= Beginning of Section =

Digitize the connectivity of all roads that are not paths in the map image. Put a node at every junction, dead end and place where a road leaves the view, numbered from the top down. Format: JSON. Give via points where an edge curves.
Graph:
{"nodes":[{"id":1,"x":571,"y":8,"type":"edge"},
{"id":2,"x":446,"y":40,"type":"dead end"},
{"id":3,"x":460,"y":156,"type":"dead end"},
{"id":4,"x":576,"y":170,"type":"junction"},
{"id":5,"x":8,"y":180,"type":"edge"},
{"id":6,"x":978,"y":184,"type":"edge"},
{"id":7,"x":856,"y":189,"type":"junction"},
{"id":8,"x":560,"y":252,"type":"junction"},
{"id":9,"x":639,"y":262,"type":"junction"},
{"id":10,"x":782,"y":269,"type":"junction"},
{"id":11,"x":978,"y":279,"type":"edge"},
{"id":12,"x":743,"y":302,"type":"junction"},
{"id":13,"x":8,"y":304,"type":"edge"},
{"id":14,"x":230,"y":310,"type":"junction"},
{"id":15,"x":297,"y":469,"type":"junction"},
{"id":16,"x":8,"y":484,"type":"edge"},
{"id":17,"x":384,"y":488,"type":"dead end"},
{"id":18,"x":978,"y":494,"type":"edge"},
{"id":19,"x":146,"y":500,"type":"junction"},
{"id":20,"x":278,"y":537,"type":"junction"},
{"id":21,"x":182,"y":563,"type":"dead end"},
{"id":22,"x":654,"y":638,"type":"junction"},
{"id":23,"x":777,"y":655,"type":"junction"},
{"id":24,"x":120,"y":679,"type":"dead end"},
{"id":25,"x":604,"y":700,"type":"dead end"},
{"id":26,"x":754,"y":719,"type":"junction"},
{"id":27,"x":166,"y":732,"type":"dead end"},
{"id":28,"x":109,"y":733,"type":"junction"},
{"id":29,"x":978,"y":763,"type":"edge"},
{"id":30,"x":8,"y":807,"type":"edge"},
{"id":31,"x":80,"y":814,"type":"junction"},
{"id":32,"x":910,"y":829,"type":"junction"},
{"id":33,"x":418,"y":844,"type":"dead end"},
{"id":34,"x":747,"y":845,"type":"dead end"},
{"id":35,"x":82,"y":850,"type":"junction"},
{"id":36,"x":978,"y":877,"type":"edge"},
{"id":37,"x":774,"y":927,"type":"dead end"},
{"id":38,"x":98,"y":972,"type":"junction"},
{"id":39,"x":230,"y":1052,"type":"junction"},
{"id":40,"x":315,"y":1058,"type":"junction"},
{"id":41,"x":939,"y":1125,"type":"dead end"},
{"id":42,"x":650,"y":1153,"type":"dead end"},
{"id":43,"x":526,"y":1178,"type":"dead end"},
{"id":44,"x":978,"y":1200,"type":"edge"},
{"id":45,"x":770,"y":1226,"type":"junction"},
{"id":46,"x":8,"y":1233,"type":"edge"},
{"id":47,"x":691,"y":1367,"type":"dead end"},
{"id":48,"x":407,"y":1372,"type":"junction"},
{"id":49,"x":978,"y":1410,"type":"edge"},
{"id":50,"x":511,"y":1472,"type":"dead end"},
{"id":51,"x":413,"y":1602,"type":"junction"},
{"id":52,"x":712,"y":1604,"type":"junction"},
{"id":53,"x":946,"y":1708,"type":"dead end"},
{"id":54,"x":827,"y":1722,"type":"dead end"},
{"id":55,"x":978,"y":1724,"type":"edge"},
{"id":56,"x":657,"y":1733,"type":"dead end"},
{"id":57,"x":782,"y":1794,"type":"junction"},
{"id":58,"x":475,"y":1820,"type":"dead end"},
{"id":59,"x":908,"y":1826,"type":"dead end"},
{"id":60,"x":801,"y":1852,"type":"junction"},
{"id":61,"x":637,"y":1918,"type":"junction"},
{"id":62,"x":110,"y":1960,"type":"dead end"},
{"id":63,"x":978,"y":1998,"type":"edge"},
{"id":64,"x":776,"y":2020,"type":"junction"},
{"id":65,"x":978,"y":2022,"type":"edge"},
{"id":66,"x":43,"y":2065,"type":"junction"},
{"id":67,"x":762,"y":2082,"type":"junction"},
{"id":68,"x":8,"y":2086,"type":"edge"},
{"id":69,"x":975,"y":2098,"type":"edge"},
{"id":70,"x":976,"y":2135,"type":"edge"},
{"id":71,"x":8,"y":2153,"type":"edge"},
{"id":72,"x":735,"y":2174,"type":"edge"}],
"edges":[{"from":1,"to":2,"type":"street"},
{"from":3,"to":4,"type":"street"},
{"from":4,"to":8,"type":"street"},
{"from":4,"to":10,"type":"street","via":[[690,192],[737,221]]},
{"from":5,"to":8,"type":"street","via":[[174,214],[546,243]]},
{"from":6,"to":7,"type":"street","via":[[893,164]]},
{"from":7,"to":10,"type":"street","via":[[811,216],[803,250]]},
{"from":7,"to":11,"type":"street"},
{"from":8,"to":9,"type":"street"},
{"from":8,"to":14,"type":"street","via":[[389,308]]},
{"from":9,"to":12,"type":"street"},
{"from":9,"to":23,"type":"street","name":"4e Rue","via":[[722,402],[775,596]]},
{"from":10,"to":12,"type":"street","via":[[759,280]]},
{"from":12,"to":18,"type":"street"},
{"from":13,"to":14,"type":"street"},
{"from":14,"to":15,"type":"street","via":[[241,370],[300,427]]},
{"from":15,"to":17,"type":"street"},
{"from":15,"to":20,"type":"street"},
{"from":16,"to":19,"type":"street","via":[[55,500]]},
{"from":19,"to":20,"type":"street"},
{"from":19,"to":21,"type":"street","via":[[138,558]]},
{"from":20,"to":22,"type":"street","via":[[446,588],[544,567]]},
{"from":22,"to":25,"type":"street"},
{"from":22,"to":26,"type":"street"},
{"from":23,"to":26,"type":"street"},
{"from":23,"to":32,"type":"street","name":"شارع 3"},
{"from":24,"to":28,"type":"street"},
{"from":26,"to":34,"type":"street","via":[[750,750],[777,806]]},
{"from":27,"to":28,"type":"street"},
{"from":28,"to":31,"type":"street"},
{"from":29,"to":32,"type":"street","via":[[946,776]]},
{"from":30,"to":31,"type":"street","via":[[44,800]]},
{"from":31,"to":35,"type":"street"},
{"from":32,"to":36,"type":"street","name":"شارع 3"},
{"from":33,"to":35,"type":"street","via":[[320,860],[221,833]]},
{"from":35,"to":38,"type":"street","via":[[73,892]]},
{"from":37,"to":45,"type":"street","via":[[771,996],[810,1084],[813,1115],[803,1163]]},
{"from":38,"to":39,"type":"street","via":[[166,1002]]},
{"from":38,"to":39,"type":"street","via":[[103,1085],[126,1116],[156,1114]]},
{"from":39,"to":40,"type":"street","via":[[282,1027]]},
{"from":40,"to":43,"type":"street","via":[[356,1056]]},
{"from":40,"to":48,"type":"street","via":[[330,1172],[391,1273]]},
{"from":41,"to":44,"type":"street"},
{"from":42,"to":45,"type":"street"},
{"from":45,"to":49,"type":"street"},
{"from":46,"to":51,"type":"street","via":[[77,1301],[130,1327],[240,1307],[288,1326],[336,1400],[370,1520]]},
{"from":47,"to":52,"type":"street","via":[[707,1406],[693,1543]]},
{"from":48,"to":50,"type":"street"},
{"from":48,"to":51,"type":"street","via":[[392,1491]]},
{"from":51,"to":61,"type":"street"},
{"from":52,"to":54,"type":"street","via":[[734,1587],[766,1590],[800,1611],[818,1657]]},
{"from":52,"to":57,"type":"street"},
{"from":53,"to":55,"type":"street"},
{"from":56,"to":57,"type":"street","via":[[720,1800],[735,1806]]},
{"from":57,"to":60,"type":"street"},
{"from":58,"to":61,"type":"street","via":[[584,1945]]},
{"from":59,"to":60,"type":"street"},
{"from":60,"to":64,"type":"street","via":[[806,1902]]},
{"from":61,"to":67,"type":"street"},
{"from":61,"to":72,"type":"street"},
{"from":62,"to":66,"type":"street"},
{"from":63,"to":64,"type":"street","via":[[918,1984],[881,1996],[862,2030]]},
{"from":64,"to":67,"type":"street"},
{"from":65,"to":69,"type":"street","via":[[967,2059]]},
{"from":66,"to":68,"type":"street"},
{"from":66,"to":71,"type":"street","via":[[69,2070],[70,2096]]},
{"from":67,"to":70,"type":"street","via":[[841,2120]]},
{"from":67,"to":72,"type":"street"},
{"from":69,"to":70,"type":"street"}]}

= End of Section =
= Beginning of Section =

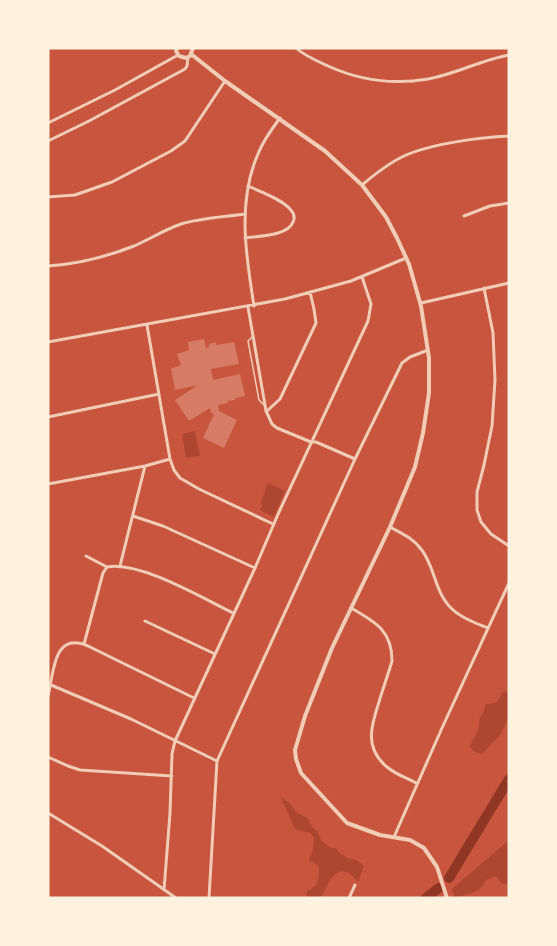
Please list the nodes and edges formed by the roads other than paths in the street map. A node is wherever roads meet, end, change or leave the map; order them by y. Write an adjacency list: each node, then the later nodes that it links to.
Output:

= End of Section =

### YOUR INSTRUCTIONS
Go through the material and copy out every line with "that" in it.

### FINAL ANSWER
Digitize the connectivity of all roads that are not paths in the map image. Put a node at every junction, dead end and place where a road leaves the view, numbered from the top down. Format: JSON. Give via points where an edge curves.
Please list the nodes and edges formed by the roads other than paths in the street map. A node is wherever roads meet, end, change or leave the map; order them by y. Write an adjacency list: each node, then the later nodes that it links to.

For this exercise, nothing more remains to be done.